News:

MASM32 SDK Description, downloads and other helpful links
MASM32.com New Forum Link
masmforum WebSite

memory copy ...

Started by James Ladd, May 15, 2005, 12:36:49 AM

Previous topic - Next topic

meeku

Hey Hutch  :wink
Good to be on board!

Something I'd actually be interested to try is using the same asm routines on a linux box. I did quite a bit of work on putting together my own os and kernel based on an old protected mode extender i wrote for dos and I found that using software in the kernel to manage virtual address spaces, memory management and task switching was considerably faster and more reliable than using the built in task switching/v86 mode stuff on the cpu.. basically you leave the cpu running in a flat memory model with no paging and all at ring 0, and let the kernel manage the rest... anyhow im digressing, the point is that memory access was at least 20% faster, so perhaps the results would vary on linux.

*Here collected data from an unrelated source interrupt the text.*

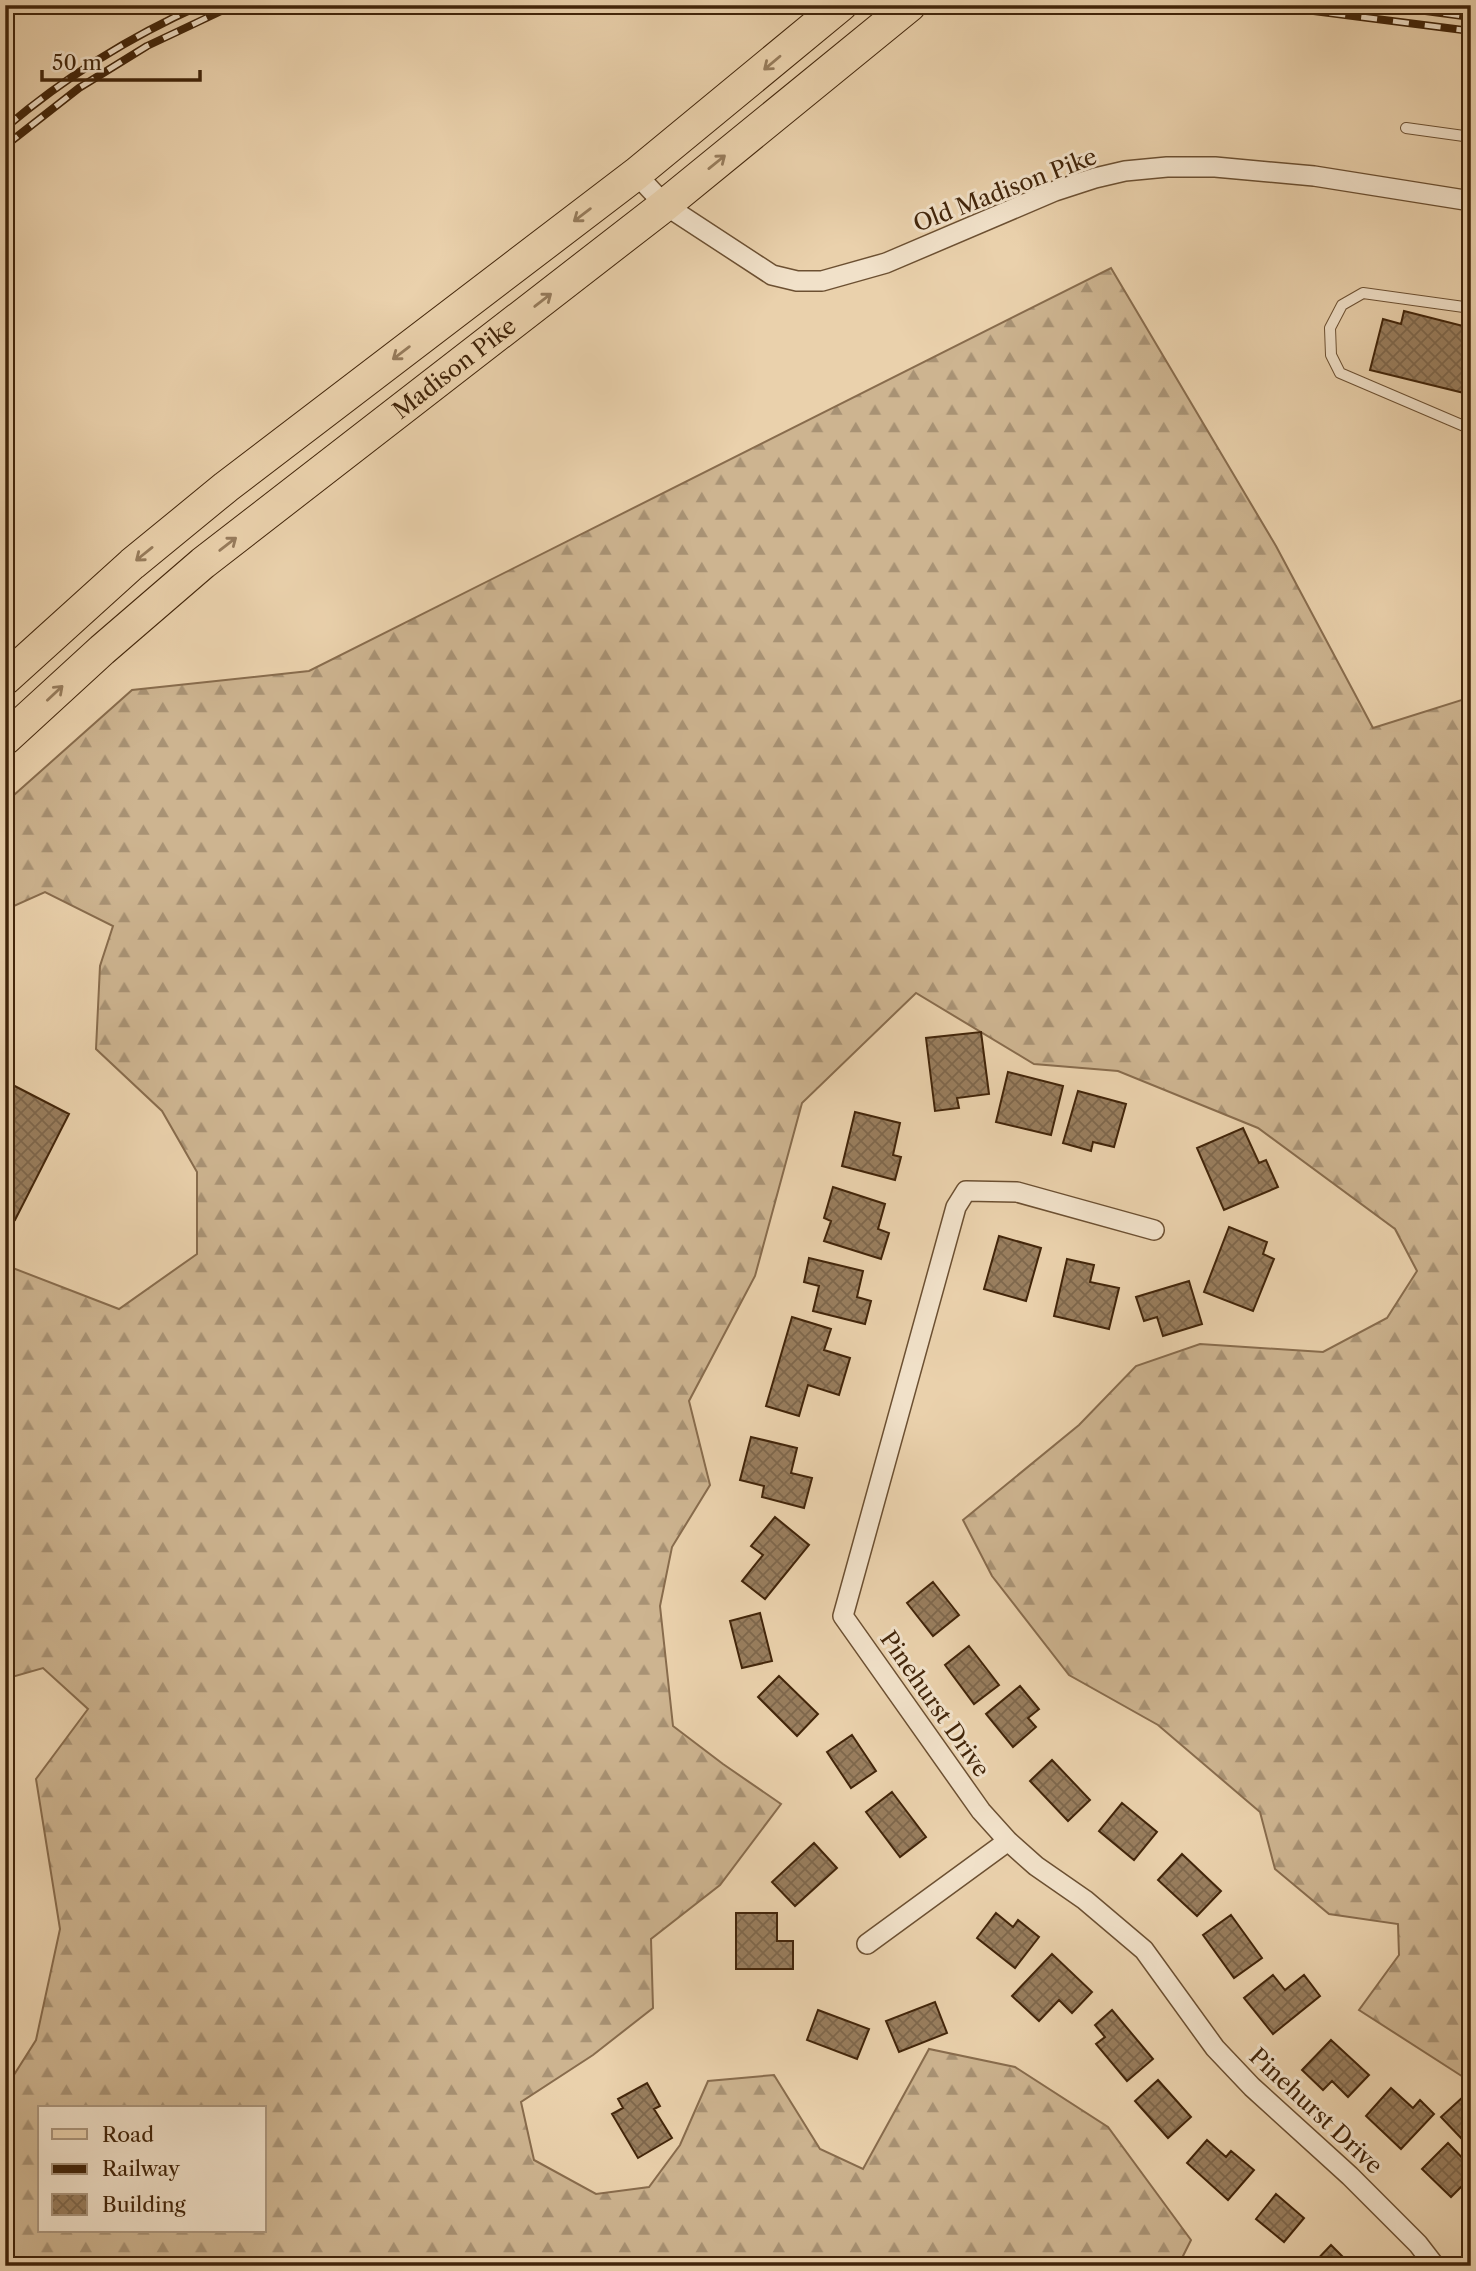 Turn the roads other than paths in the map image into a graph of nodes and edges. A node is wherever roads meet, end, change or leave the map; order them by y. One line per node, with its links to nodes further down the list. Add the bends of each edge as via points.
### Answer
1 (841, 5): 5 (main road, Madison Pike, one-way to 5)
2 (910, 5): 7 (main road, Madison Pike, one-way to 2)
3 (1406, 128): 4 (lane)
4 (1471, 137)
5 (636, 174): 7 (street, Old Madison Pike); 10 (main road, Madison Pike, one-way to 10, via 226,487 132,564)
6 (1471, 201): 7 (street, Old Madison Pike, via 1215,167 1125,171 1055,191 886,263 822,281 772,275)
7 (665, 205): 11 (main road, Madison Pike, one-way to 7, via 203,563)
8 (1471, 309): 9 (lane, via 1363,293 1342,305 1330,328 1331,355 1340,373)
9 (1471, 429)
10 (5, 680)
11 (5, 739)
12 (1154, 1230): 13 (street, Pinehurst Drive, via 1017,1192 966,1191 956,1207 843,1616 981,1811)
13 (1008, 1841): 14 (street); 15 (street, Pinehurst Drive, via 1144,1950 1215,2048 1350,2176)
14 (867, 1944)
15 (1435, 2266) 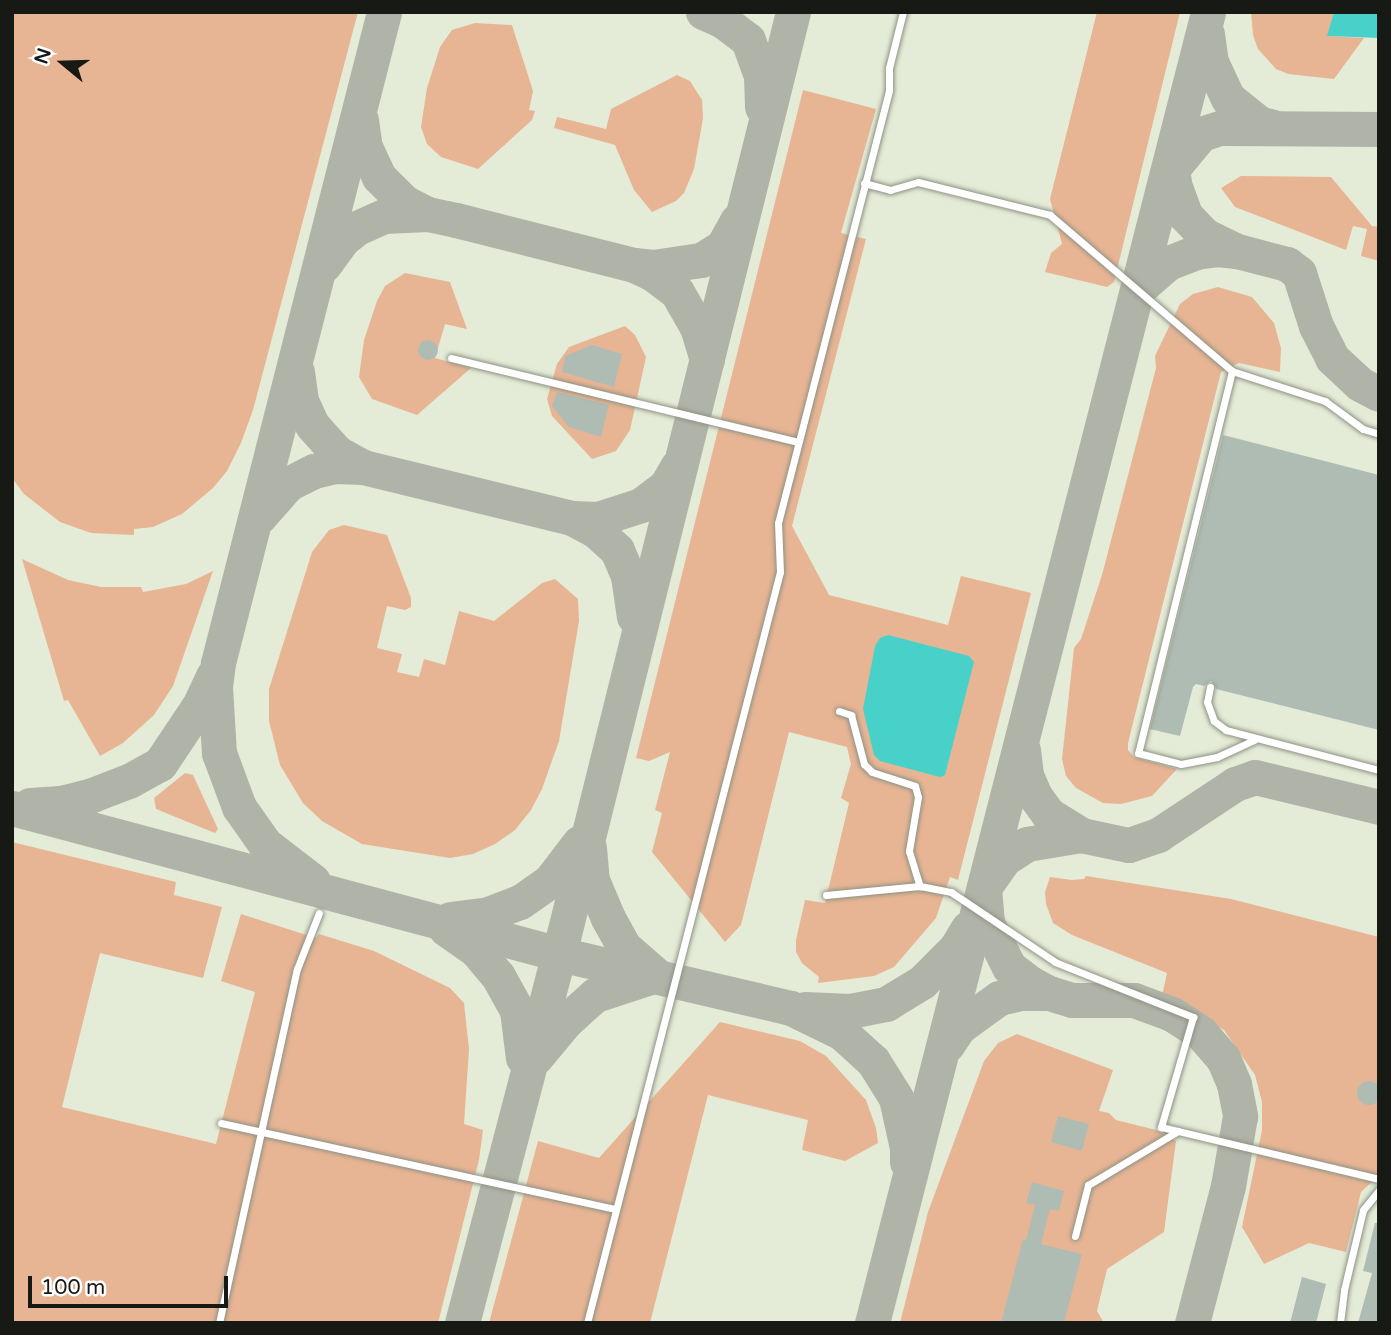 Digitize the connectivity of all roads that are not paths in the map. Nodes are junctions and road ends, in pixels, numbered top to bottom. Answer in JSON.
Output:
{"nodes":[{"id":1,"x":903,"y":12,"type":"edge"},
{"id":2,"x":864,"y":183,"type":"junction"},
{"id":3,"x":451,"y":358,"type":"dead end"},
{"id":4,"x":1232,"y":371,"type":"junction"},
{"id":5,"x":1379,"y":433,"type":"edge"},
{"id":6,"x":798,"y":442,"type":"junction"},
{"id":7,"x":1210,"y":687,"type":"dead end"},
{"id":8,"x":839,"y":711,"type":"dead end"},
{"id":9,"x":1254,"y":740,"type":"junction"},
{"id":10,"x":1379,"y":770,"type":"edge"},
{"id":11,"x":920,"y":886,"type":"junction"},
{"id":12,"x":826,"y":895,"type":"dead end"},
{"id":13,"x":319,"y":913,"type":"dead end"},
{"id":14,"x":221,"y":1123,"type":"dead end"},
{"id":15,"x":262,"y":1132,"type":"junction"},
{"id":16,"x":1178,"y":1132,"type":"junction"},
{"id":17,"x":1379,"y":1179,"type":"edge"},
{"id":18,"x":1379,"y":1190,"type":"edge"},
{"id":19,"x":616,"y":1209,"type":"junction"},
{"id":20,"x":1075,"y":1236,"type":"dead end"},
{"id":21,"x":219,"y":1323,"type":"edge"},
{"id":22,"x":587,"y":1323,"type":"edge"},
{"id":23,"x":1340,"y":1323,"type":"edge"}],
"edges":[{"from":1,"to":2,"type":"lane"},
{"from":2,"to":4,"type":"lane"},
{"from":2,"to":6,"type":"lane"},
{"from":3,"to":6,"type":"lane"},
{"from":4,"to":5,"type":"lane"},
{"from":4,"to":9,"type":"lane"},
{"from":6,"to":19,"type":"lane"},
{"from":7,"to":9,"type":"lane"},
{"from":8,"to":11,"type":"lane"},
{"from":9,"to":10,"type":"lane"},
{"from":11,"to":12,"type":"lane"},
{"from":11,"to":16,"type":"lane"},
{"from":13,"to":15,"type":"lane"},
{"from":14,"to":15,"type":"lane"},
{"from":15,"to":19,"type":"lane"},
{"from":15,"to":21,"type":"lane"},
{"from":16,"to":17,"type":"lane"},
{"from":16,"to":20,"type":"lane"},
{"from":18,"to":23,"type":"lane"},
{"from":19,"to":22,"type":"lane"}]}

Anyone doing asm coding under linux want to give us some performance results for the same tests?  :bg

meeku

Hey,

Managed to marginally improve the performance by adding one more read prior to prefetch to prime the TLB buffer (as per Intel's optimisation recommendations).
Sitting at 1.1Gb/s tested with a 100 and 200Mb buffer and various number of iterations on the timing loop.

This was the performance from my 1.7Ghz Pentium Mobile IBM laptop... in theory this result should be much better on a decent spec desktop.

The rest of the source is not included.